Let's start with the actual process of securing the tickets. Passholders relish waltzing through turnstiles the moment they hit any of the four theme parks, but this promotion forces a stop at Guest Relations or a ticket window where lines can be interminably painful in the morning. Passholders looking to secure tickets for their non-passholder friends typically turn to pre-purchased tickets or online orders so the entire party can just head to the gate, but that's just not possible with this particular markdown.
Another issue with the $79 promotion is Disney's proprietary FastPass system. Disney lets passholders reserve access to expedited FastPass queues as far as 30 days out, a window that stretches to resort guests. You need a ticket to square away as many as three FastPass reservations a day, and that obviously isn't possible by requiring same-day ticket purchases.
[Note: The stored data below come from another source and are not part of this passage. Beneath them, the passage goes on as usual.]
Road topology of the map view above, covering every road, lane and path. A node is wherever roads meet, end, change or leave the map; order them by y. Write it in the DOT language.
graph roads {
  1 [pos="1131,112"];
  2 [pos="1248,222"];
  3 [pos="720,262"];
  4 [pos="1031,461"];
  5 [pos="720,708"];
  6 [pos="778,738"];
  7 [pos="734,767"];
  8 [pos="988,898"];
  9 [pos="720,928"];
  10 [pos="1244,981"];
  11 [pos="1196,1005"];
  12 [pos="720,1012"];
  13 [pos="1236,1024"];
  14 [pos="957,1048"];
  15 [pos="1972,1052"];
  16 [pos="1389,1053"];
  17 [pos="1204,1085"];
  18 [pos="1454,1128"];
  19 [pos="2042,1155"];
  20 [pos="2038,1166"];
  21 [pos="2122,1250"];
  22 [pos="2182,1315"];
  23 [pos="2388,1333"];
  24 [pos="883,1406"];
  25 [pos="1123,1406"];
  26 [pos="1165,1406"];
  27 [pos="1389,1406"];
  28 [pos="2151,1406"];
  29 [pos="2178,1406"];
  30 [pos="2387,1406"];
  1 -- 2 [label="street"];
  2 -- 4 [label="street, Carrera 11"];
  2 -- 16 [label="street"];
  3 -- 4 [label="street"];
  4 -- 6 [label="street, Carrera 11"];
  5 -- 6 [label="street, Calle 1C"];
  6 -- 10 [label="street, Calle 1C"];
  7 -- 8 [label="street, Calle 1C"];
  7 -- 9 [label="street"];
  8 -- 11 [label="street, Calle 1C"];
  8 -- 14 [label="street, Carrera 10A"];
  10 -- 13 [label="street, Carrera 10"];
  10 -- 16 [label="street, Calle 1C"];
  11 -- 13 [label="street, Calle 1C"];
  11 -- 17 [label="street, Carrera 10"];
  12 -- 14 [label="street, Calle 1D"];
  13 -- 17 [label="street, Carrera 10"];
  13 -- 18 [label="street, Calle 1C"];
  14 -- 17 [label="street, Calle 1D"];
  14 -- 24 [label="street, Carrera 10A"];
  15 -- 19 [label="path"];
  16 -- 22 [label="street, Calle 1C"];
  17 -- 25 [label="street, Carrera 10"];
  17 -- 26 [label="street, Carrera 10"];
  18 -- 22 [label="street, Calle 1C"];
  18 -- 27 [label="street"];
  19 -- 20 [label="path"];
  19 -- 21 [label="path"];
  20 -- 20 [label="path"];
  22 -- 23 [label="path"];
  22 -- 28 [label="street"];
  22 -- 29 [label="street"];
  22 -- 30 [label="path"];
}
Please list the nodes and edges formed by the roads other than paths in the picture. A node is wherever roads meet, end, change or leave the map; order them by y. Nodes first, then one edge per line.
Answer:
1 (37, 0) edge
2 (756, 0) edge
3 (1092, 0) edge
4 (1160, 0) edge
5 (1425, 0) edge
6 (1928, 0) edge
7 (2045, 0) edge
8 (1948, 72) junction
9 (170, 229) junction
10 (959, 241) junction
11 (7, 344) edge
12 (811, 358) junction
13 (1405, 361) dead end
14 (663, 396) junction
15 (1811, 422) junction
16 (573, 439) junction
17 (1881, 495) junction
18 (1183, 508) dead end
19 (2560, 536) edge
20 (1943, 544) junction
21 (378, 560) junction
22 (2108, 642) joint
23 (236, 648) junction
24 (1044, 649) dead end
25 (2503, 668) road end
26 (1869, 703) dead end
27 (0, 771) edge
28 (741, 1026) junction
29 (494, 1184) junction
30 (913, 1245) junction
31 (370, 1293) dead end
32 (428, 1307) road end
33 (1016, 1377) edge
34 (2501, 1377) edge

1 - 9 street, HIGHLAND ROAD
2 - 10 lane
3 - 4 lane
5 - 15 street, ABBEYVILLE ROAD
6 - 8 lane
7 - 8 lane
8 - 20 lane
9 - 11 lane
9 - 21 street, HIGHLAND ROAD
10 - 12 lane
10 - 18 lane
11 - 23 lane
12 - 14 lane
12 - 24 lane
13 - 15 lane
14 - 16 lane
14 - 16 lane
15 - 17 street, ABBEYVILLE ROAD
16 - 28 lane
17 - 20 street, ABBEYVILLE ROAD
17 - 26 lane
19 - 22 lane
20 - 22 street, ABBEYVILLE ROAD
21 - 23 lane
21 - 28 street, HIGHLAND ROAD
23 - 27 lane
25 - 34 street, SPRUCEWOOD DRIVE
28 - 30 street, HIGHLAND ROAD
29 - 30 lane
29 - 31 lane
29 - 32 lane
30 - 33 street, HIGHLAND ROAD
Many of the more popular attractions are unlikely to have same-day FastPass availability.
There's also the timing of the deal. Obviously Disney is getting aggressive with its pricing now that it's the slow season, but it also means that passholder families have kids that are back in school making a visit less likely. Regulars also know that there are fewer things to do at many of its parks as Disney builds out new rides and shutters seasonal attractions.
Disney's heart is at the right place, throwing passholders a bone with a smart-priced promotion. Disney's brain is what might not be at the right place given the obstacles and limitations of the actual $79 one-day park-hopper sale.